A Separation

I’d like to recommend “A Separation,” an Academy Award 2011 movie made in Iran. The film is not violent but it is extremely intense. It’s about a quarreling husband and wife, living an urban, car-driving, apartment-dwelling life. Children’s school examinations and the care of an Alzheimer’s-afflicted parent are the crucial issues–not Israel or, in fact, any kind of political or religious ideology.

On one level, this is a movie about how the dissolution of a marriage affects people–regular, fundamentally decent people. At a deeper level it’s about willfulness and stubbornness, which means it speaks to all of us, whatever our circumstances. I won’t give away the ending, which is a surprise that sticks in your mind.

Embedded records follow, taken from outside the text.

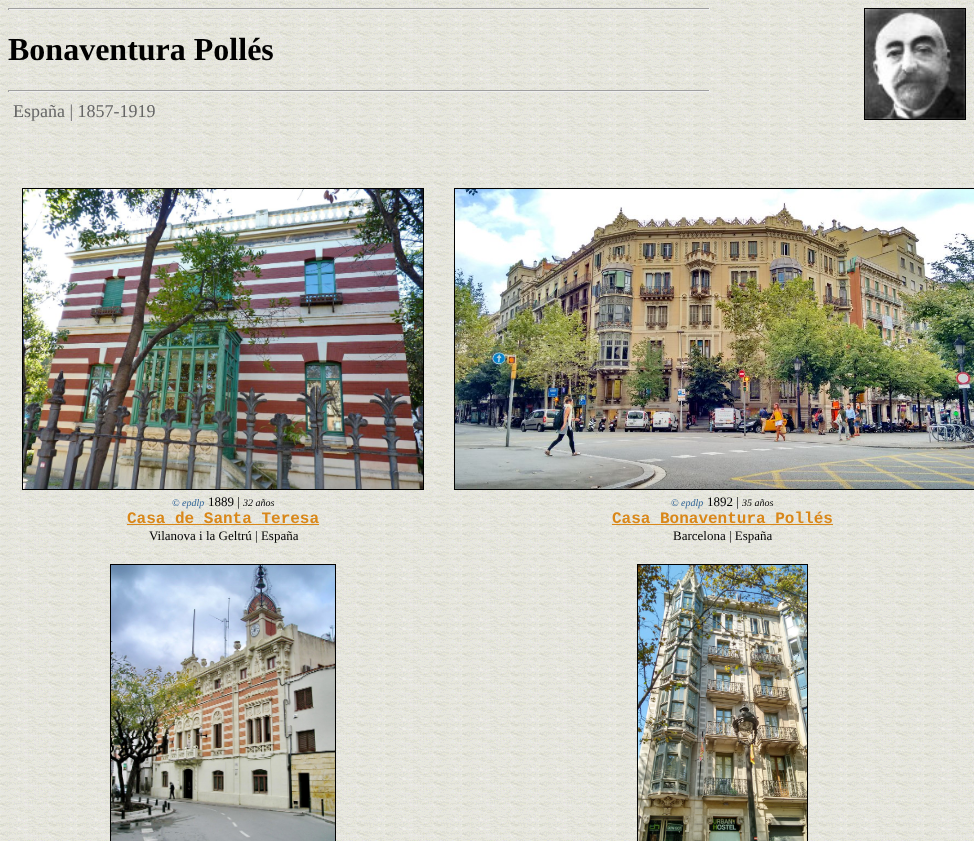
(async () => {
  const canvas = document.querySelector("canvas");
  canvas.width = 974;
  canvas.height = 841;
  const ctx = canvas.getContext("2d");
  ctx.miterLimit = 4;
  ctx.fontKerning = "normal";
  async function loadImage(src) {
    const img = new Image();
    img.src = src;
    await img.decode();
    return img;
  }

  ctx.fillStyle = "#ffffff";
  ctx.fillRect(0, 0, 974, 841);
  ctx.drawImage(await loadImage("img/1.png"), 0, 0, 974, 841);
  for (const [x, y, w, h, color] of [
    [8, 8, 702, 1, "#9f9f9f"],
    [709, 8, 1, 2, "#eeeeee"],
    [8, 9, 702, 1, "#eeeeee"],
    [8, 8, 1, 2, "#9f9f9f"],
  ]) {
    ctx.fillStyle = color;
    ctx.fillRect(x, y, w, h);
  }
  ctx.strokeStyle = "#000000";
  ctx.strokeRect(864.5, 8.5, 101, 111);
  ctx.drawImage(await loadImage("img/2.png"), 865, 9, 100, 110);
  for (const [x, y, w, h, color] of [
    [8, 90, 702, 1, "#9f9f9f"],
    [709, 90, 1, 2, "#eeeeee"],
    [8, 91, 702, 1, "#eeeeee"],
    [8, 90, 1, 2, "#9f9f9f"],
  ]) {
    ctx.fillStyle = color;
    ctx.fillRect(x, y, w, h);
  }
  ctx.strokeRect(22.5, 188.5, 401, 301);
  ctx.drawImage(await loadImage("img/3.png"), 23, 189, 400, 300);
  ctx.fillStyle = "#d98719";
  ctx.fillRect(127, 524, 192, 1);
  ctx.strokeRect(454.5, 188.5, 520, 301);
  ctx.drawImage(await loadImage("img/4.png"), 455, 189, 519, 300);
  ctx.fillRect(612, 524, 221, 1);
  ctx.strokeRect(110.5, 564.5, 225, 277);
  ctx.drawImage(await loadImage("img/5.png"), 111, 565, 224, 276);
  ctx.strokeRect(637.5, 564.5, 170, 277);
  ctx.drawImage(await loadImage("img/6.png"), 638, 565, 169, 276);
  ctx.font = "bold 32px Liberation Serif";
  ctx.fillStyle = "#000000";
  ctx.fillText("Bonaventura Pollés", 8, 60);
  ctx.font = "18px Liberation Serif";
  ctx.fillStyle = "#666666";
  ctx.fillText("España | 1857-1919", 13, 117);
  ctx.font = "italic 10px Liberation Serif";
  ctx.fillStyle = "#336699";
  ctx.fillText("© epdlp", 172, 506);
  ctx.font = "13px Liberation Serif";
  ctx.fillStyle = "#000000";
  ctx.fillText("1889 |", 208, 506);
  ctx.font = "italic 10px Liberation Serif";
  ctx.fillText("32 años", 243, 506);
  ctx.font = "bold 16px Liberation Mono";
  ctx.fillStyle = "#d98719";
  ctx.fillText("Casa de Santa Teresa", 127, 523);
  ctx.font = "13px Liberation Serif";
  ctx.fillStyle = "#000000";
  ctx.fillText("Vilanova i la Geltrú | España", 149, 540);
  ctx.font = "italic 10px Liberation Serif";
  ctx.fillStyle = "#336699";
  ctx.fillText("© epdlp", 671, 506);
  ctx.font = "13px Liberation Serif";
  ctx.fillStyle = "#000000";
  ctx.fillText("1892 |", 707, 506);
  ctx.font = "italic 10px Liberation Serif";
  ctx.fillText("35 años", 742, 506);
  ctx.font = "bold 16px Liberation Mono";
  ctx.fillStyle = "#d98719";
  ctx.fillText("Casa Bonaventura Pollés", 612, 523);
  ctx.font = "13px Liberation Serif";
  ctx.fillStyle = "#000000";
  ctx.fillText("Barcelona | España", 673, 540);
})();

While the movie is not particularly religious, it’s interesting in depicting an Islamic society. Just as is the case in America, religion touches people in many very ordinary ways. The devout and the non-devout act quite differently in some ways, and in others are just the same. It’s not a pro-Islamic movie. I would say, however, that it reflects a fundamentally Islamic view of family and marriage, perhaps because of the makers’ convictions, and perhaps simply because that is what the artists had to work with in making an Iranian picture.

From what I can tell, Islam is a religion profoundly in crisis, trapped in a dead-end. Nevertheless, the Islam behind this film is deeply humane, and its convictions about humanity are both strongly felt and relevant to all people. It spoke to me.

Learning comes from many sources, including some that we find surprising. That is one more reason to take care not to demonize others.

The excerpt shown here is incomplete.